A number of organizations, including GriffinEd, serve schools for free; but money is not the only thing our schools are short on. When I was a full-time teacher, if you had given me a choice between more money for field trips, supplies, computers, etc. or more time with my students, I would have chosen more time without hesitation. Here’s why: there are always places teachers can go for more money, including (alas) own own wallets; but we cannot make more time for all the things we are expected to cram into our instructional day.
There is a chain of well-regarded charter schools whose main innovation is time: a longer school day, Saturday classes, and several more weeks in their school year. As far as I can tell that’s the only thing they do differently, but guess what? With more time to teach, they get more done. Regular teachers don’t have that option, so we learn to vigorously guard every minute of our instructional day; and we STILL cannot possibly fit in everything we are asked to do. Then some guy (me, for example) shows up to run a staff training on STEAM, and the teachers naturally and rightly get suspicious. What? One more thing you want us to do? Yeah, sure.

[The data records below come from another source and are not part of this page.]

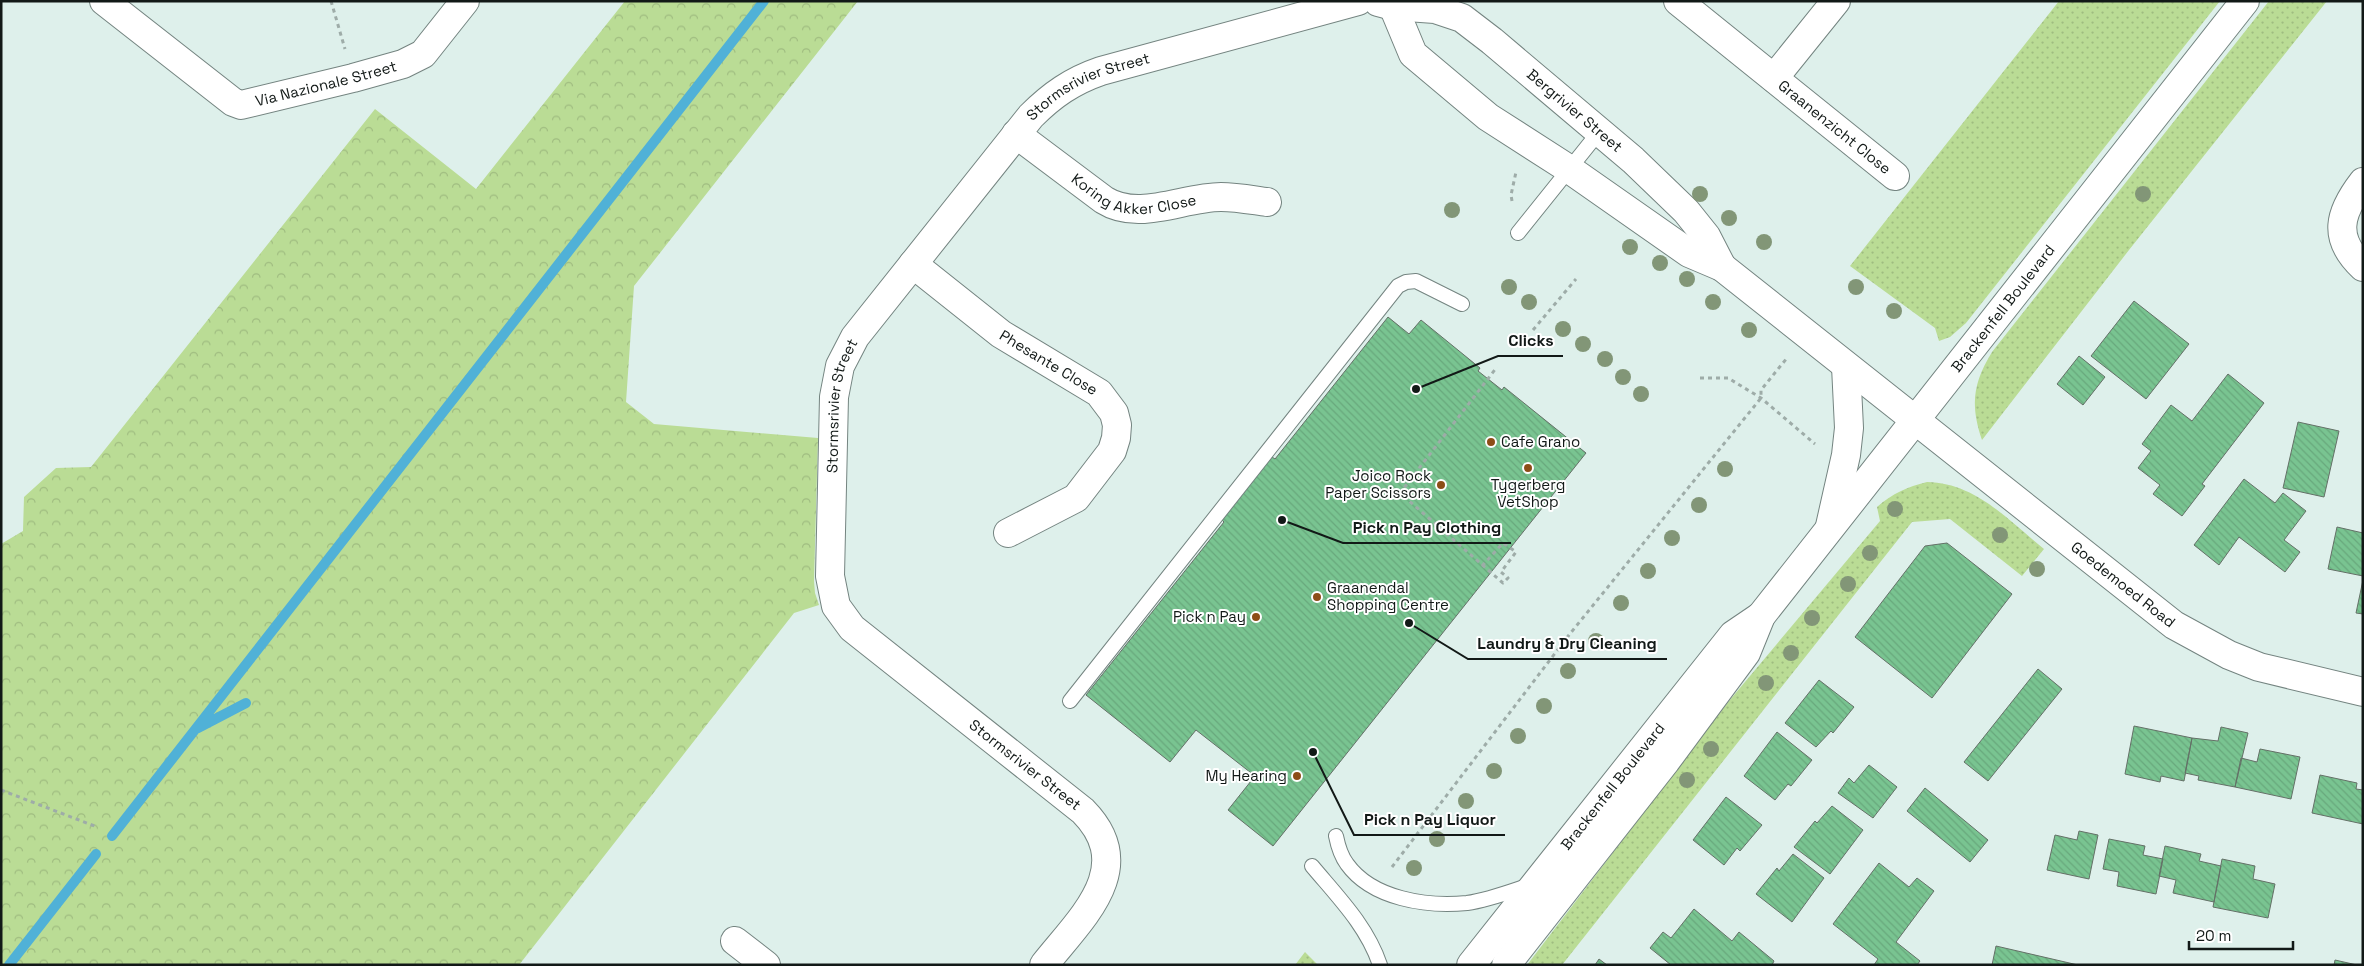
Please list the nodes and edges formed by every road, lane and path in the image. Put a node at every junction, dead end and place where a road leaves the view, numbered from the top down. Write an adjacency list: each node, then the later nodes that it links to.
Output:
1 (104, 1): 9 (street, Via Nazionale Street)
2 (331, 1): 9 (path)
3 (465, 1): 9 (street, Via Nazionale Street)
4 (1358, 1): 12 (street, Stormsrivier Street)
5 (1678, 1): 10 (street, Graanenzicht Close)
6 (1836, 1): 10 (street, Graanenzicht Close)
7 (2245, 1): 30 (street, Brackenfell Boulevard)
8 (1385, 4): 11 (street, Bergrivier Street); 13 (street, Bergrivier Street)
9 (353, 78)
10 (1774, 78): 15 (street, Graanenzicht Close)
11 (1599, 132): 14 (lane); 20 (street, Bergrivier Street)
12 (1016, 134): 17 (street, Koring Akker Close); 19 (street, Stormsrivier Street)
13 (1533, 146): 14 (street, Bergrivier Street); 18 (path)
14 (1569, 169): 18 (lane); 20 (street, Bergrivier Street)
15 (1895, 176)
16 (2363, 182): 21 (street)
17 (1268, 202)
18 (1518, 233)
19 (913, 264): 33 (street, Phesante Close); 46 (street, Stormsrivier Street)
20 (1722, 267): 25 (street, Bergrivier Street)
21 (2363, 267)
22 (1576, 279): 24 (path)
23 (1462, 304): 37 (lane)
24 (1533, 330)
25 (1806, 334): 26 (street, Bergrivier Street); 29 (path)
26 (1846, 366): 30 (street, Bergrivier Street); 31 (street)
27 (1496, 367): 34 (path)
28 (1700, 378): 29 (path)
29 (1761, 398): 31 (path); 43 (path)
30 (1914, 419): 32 (street, Brackenfell Boulevard); 36 (street, Goedemoed Road)
31 (1843, 466): 32 (street)
32 (1829, 530): 35 (street, Brackenfell Boulevard)
33 (1008, 533)
34 (1482, 566): 34 (path)
35 (1762, 616): 42 (street, Brackenfell Boulevard); 49 (street, Brackenfell Boulevard)
36 (2363, 692)
37 (1070, 701)
38 (1, 790): 39 (path)
39 (97, 827)
40 (1336, 836): 43 (lane)
41 (1312, 866): 47 (lane)
42 (1536, 883): 43 (lane); 48 (street, Brackenfell Boulevard)
43 (1376, 888)
44 (735, 941): 45 (street)
45 (766, 965)
46 (1044, 965)
47 (1380, 965)
48 (1471, 965)
49 (1506, 965)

If we are serious about making it work, we need to bear in mind that everything we do in the name of STEAM has got to be focused on the curriculum the teachers are teaching right now. If the students are reading a biography of Ben Franklin, the last thing they need is an actor coming in with a brilliant one-man show about Mark Twain. And yes, this happened to my class. I don’t call that STEAM, I call it a big waste of time: not only is it taking time away from our Ben Franklin unit, but the kids won’t even learn much about Mark Twain because there isn’t time for any follow-through on the Twain play, no matter how many Twain-related word searches you gave me. They’re all going in the recycler as soon as the actor leaves.
Now, here’s the good news: if we can align our STEAM activities to the stuff we need to teach anyway, it stops being one more thing to add to our day; instead it becomes a faster, more efficient way to get our job done. A well-written song about the periodic table of the elements, for example, will bring the kids up to speed on the topic faster than a conventional introductory lesson. A dance activity where kids make different kinds of angles (acute, right, obtuse) with their bodies can be great. Painting a mural of the different layers of the rainforest (emergent, canopy, understory, floor) is fantastic; but the art has got to be aligned to the stuff the kids are already working on or it will just be one more thing. The teachers may out up with it (barely) while the artist is on campus, but as soon as the artist goes home that cute project will be forgotten.
When we do it right, STEAM makes our lessons more inclusive, more fun, more effective. The kids get up to speed on the topic faster and it sticks longer so teachers won’t have to do so much reteaching later, which in turn frees up more time for other stuff; maybe even more art!
But it’s got to fit into the curriculum we’re doing right now, or it’s just one more thing.